THE KLANSMAN (1974) Blu-ray
Director: Terence Young
Olive Films

One of the holy grails of trash exploitation, finally available uncut. Olive Films and Paramount Pictures have released on Blu-ray THE KLANSMAN, the 1974 racial potboiler from Paramount, directed by Terence Young, written by Millard Kaufman and based on William Bradford Huie’s novel (with maybe a wee bit of Samuel Fuller left over from the initial script), and starring the absolutely one-of-a-kind cast of Lee Marvin, Richard Burton, Cameron Mitchell, Lola Falana, David Huddleston, Linda Evans, and double murderer (according to the civil trial) O.J. Simpson. Ditched by Paramount after loads of bad pre-production press, and as a smattering of protests erupted during its initial release, THE KLANSMAN gained almost instant cult notoriety as an artistic failure of epic proportions—a reputation further burnished today due to all those public domain copes out there that tease our sick hopes with fuzzy, edited, fullscreen prints. Seen today, THE KLANSMAN’s not nearly as bad as our imaginations made it out to be, but it is a wonderfully bizarre exercise in conflicted intentions, with the saving grace of all good exploitation—it wallows in its own grotesqueries. In other words: must-see viewing for lovers of deeply wrong moviemaking. Olive delivers up no extras here, not even a trailer, but the uncut 1080p 1.78:1 anamorphically enhanced widescreen transfer for THE KLANSMAN is way, way ahead of any previous DVD version.

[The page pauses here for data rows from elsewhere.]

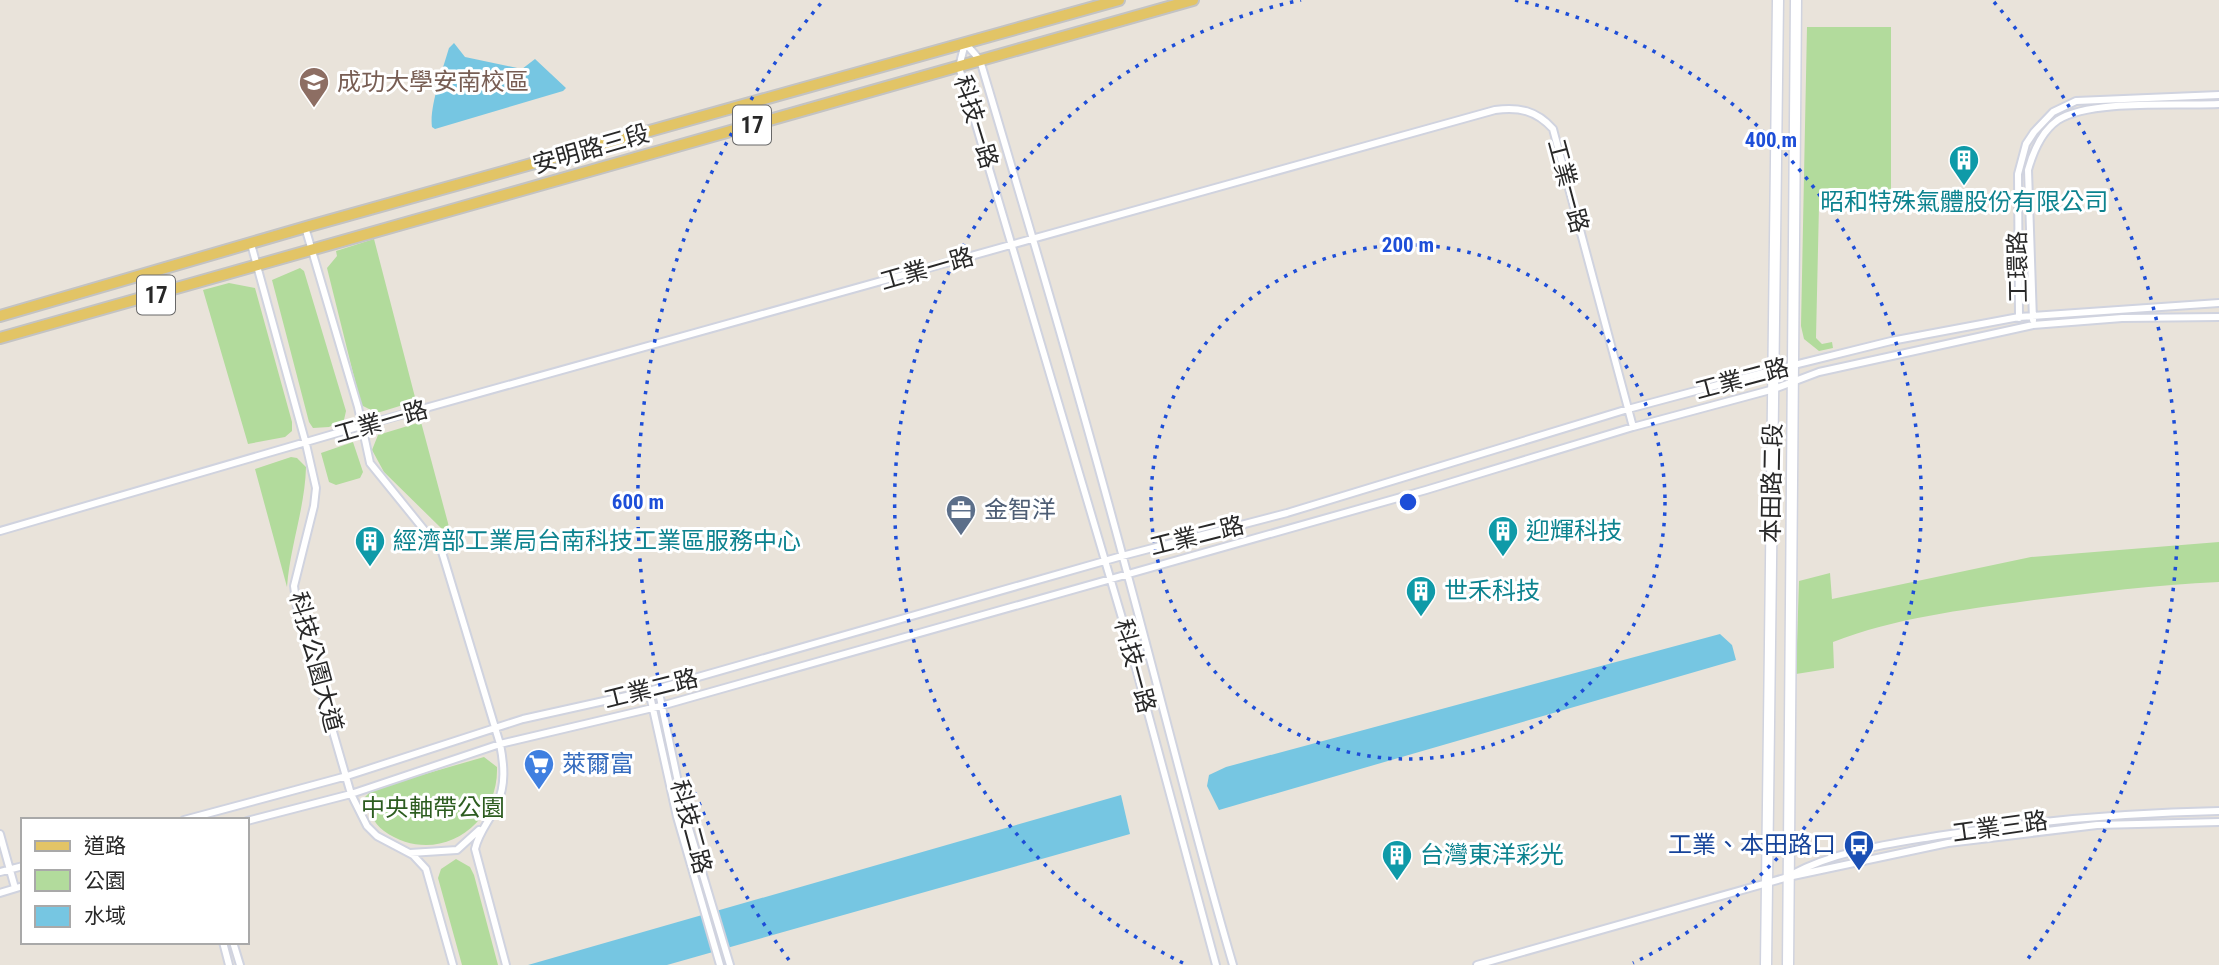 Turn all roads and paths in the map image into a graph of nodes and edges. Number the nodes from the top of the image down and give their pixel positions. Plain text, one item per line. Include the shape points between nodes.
1 (1119, 0) edge
2 (1193, 0) edge
3 (1778, 0) edge
4 (1796, 0) edge
5 (965, 43) junction
6 (980, 60) junction
7 (959, 67) junction
8 (2219, 95) edge
9 (2180, 96) junction
10 (2219, 104) edge
11 (2065, 105) junction
12 (2181, 106) junction
13 (2070, 115) junction
14 (2018, 207) junction
15 (2028, 207) junction
16 (305, 227) junction
17 (1033, 240) junction
18 (251, 244) junction
19 (1014, 245) junction
20 (311, 250) junction
21 (257, 268) junction
22 (2219, 303) edge
23 (0, 316) edge
24 (2032, 316) junction
25 (2019, 317) junction
26 (2219, 317) edge
27 (2033, 325) junction
28 (2019, 328) junction
29 (1933, 334) junction
30 (0, 338) edge
31 (1935, 345) junction
32 (1793, 365) junction
33 (1774, 370) junction
34 (1793, 382) junction
35 (1774, 389) junction
36 (1628, 409) junction
37 (361, 426) junction
38 (1633, 427) junction
39 (306, 444) junction
40 (0, 531) edge
41 (1122, 555) junction
42 (1105, 561) junction
43 (1128, 573) junction
44 (1111, 578) junction
45 (658, 688) junction
46 (649, 691) junction
47 (661, 706) junction
48 (653, 708) junction
49 (495, 727) junction
50 (500, 744) junction
51 (347, 776) junction
52 (351, 794) junction
53 (2219, 811) edge
54 (2103, 815) junction
55 (199, 818) edge
56 (489, 819) junction
57 (248, 821) edge
58 (2219, 822) edge
59 (2104, 824) junction
60 (0, 834) edge
61 (1936, 836) junction
62 (1907, 841) junction
63 (1938, 845) junction
64 (1909, 851) junction
65 (408, 852) junction
66 (21, 866) edge
67 (9, 869) junction
68 (0, 872) edge
69 (1788, 877) junction
70 (1766, 883) junction
71 (21, 886) edge
72 (15, 888) junction
73 (0, 892) edge
74 (224, 944) edge
75 (234, 944) edge
76 (229, 965) edge
77 (240, 965) edge
78 (453, 965) edge
79 (506, 965) edge
80 (720, 965) edge
81 (730, 965) edge
82 (1216, 965) edge
83 (1233, 965) edge
84 (1477, 965) edge
85 (1766, 965) edge
86 (1788, 965) edge

1 - 5 main road, 安明路三段 / 17
2 - 6 main road, 安明路三段 / 17
3 - 33 street, 本田路二段
4 - 32 street, 本田路二段
5 - 6 street, 科技一路
5 - 7 street, 科技一路
5 - 16 main road, 安明路三段 / 17
6 - 7 main road, 安明路三段 / 17
6 - 17 street, 科技一路
7 - 19 street, 科技一路
7 - 20 main road, 安明路三段 / 17
8 - 9 street, 工環路
8 - 10 street, 工環路
9 - 11 street, 工環路 via 2090,99
9 - 12 street
10 - 12 street, 工環路
11 - 13 street
11 - 14 street, 工環路 via 2044,121 2026,144 2018,174
12 - 13 street, 工環路 via 2088,108
13 - 15 street, 工環路 via 2045,132 2033,153
14 - 15 street, 工環路
14 - 25 street, 工環路
15 - 24 street, 工環路
16 - 18 main road, 安明路三段 / 17
16 - 20 street
17 - 19 street, 工業一路
17 - 36 street, 工業一路 via 1495,110 1515,108 1541,115 1553,129
17 - 41 street, 科技一路
18 - 21 street, 科技公園大道
18 - 23 main road, 安明路三段 / 17
19 - 37 street, 工業一路
19 - 42 street, 科技一路
20 - 21 main road, 安明路三段 / 17
20 - 37 street
21 - 30 main road, 安明路三段 / 17
21 - 39 street, 科技公園大道
22 - 24 street, 工業二路
24 - 25 street, 工業二路
24 - 27 street, 工環路
25 - 28 street, 工環路
25 - 29 street, 工業二路
26 - 27 street, 工業二路
27 - 28 street, 工業二路
28 - 31 street, 工業二路
29 - 31 street
29 - 32 street, 工業二路
31 - 34 street, 工業二路
32 - 33 street, 工業二路
32 - 34 street, 本田路二段
33 - 35 street, 本田路二段
33 - 36 street, 工業二路
34 - 35 street, 工業二路
34 - 69 street, 本田路二段
35 - 38 street, 工業二路
35 - 70 street, 本田路二段
36 - 38 street, 工業一路
36 - 41 street, 工業二路 via 1287,513
37 - 39 street, 工業一路
37 - 49 street via 375,473 442,552
38 - 43 street, 工業二路 via 1426,491
39 - 40 street, 工業一路
39 - 51 street, 科技公園大道 via 316,488 294,586
41 - 42 street, 工業二路
41 - 43 street, 科技一路
42 - 44 street, 科技一路
42 - 45 street, 工業二路
43 - 44 street, 工業二路
43 - 83 street, 科技一路
44 - 47 street, 工業二路
44 - 82 street, 科技一路
45 - 46 street, 工業二路
45 - 47 street, 科技二路
46 - 48 street, 科技二路
46 - 49 street, 工業二路
47 - 48 street, 工業二路
47 - 81 street, 科技二路 via 685,815
48 - 50 street, 工業二路
48 - 80 street, 科技二路 via 677,817
49 - 50 street
49 - 51 street, 工業二路
50 - 52 street, 工業二路
50 - 56 street via 502,786
51 - 52 street, 科技公園大道
51 - 55 street, 工業二路
52 - 57 street, 工業二路
52 - 65 street, 科技公園大道 via 372,831
53 - 54 street, 工業三路
54 - 59 street
54 - 61 street, 工業三路
56 - 65 street via 457,850
56 - 79 street via 478,834 475,849
58 - 59 street, 工業三路
59 - 63 street, 工業三路
60 - 67 street
61 - 62 street, 工業三路
61 - 63 street
62 - 64 street
62 - 69 street, 工業三路 via 1812,863
63 - 64 street, 工業三路
64 - 69 street, 工業三路
65 - 78 street, 科技公園大道 via 430,875
66 - 67 street
67 - 68 street
67 - 72 street
69 - 70 street, 工業三路
69 - 86 street, 本田路二段
70 - 84 street, 工業三路
70 - 85 street, 本田路二段
71 - 72 street
72 - 73 street
74 - 76 street
75 - 77 street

Crackertown, USA, in Atoka County, Alabama. “Hands off” county sheriff Track Bascomb (Lee Marvin, THE DIRTY DOZEN, PRIME CUT) has his hands full keeping a lid on the town’s simmering racial tensions. The local Klan membership, headed up by Mayor Hardy Riddle (David Huddleston, BLAZING SADDLES, SANTA CLAUS: THE MOVIE), is jess itchin’ for some action against them uppity negroes, since they’s goin’ to be a big voter drive commencin’ soon, and you know what that means for the minority whites in the county. Riddle advises caution to the pent-up peckerwoods—no killin’, maimin’, or blowin’ up any black churches, less it affect business—but iffn you have to muss up a couple of black bucks to let everyone knowd what’s what, well...so be it. Hated local gentry Breck Stancill (Richard Burton, THE MEDUSA TOUCH, THE EXORCIST II: THE HERETIC), generational enemy of the Klan since his great grandpappy was hung for resisting succession (and thought a Commie by the general populace of Atoka because...he ain’t got a TV and...he reads books), will maintain a “dignified neutrality” when questioned by Track if he’ll offer shelter on his mountain to the city negroes and Commie agitators bused in for the voter drive. That neutrality should last all of about five minutes after his gorgeous protégé, upwardly mobile Loretta Sykes (Lola Falana, THE LIBERATION OF L.B. JONES, LADY COCOA), returns home from Chicago, ostensibly to visit her ailing grandmother who lives rent-free on Breck’s mountain, along with the town’s other poor blacks. When pretty white lady Nancy Poteet (Linda Evans, BEACH BLANKET BINGO, AVALANCHE EXPRESS) is raped by an unseen black man, the racist town goes into hyper drive, with her fellow good Christian townspeople spurning her, while the Klan goes apesh*t, castrating one young man while another, Garth (O.J. Simpson, THE TOWERING INFERNO, THE CASSANDRA CROSSING), barely escapes with his life. Turned into an instant Black Power revolutionary, Garth begins a deadly guerilla-style war against the Klan, while Breck ditches insanely hot meter maid (or something) Trixie (Luciana Paluzzi, THUNDERBALL, THE GREEN SLIME) for Nancy, whom he takes under his wing. After cretinous Deputy Sheriff “Butt Cutt” Cates (Cameron Mitchell, SLAUGHTER, THE TOOLBOX MURDERS) viciously rapes Loretta, and Garth keeps picking off white hoods, it’s up to the conflicted Track to decide which side he supports: the Klan or Breck, in a final bloody showdown.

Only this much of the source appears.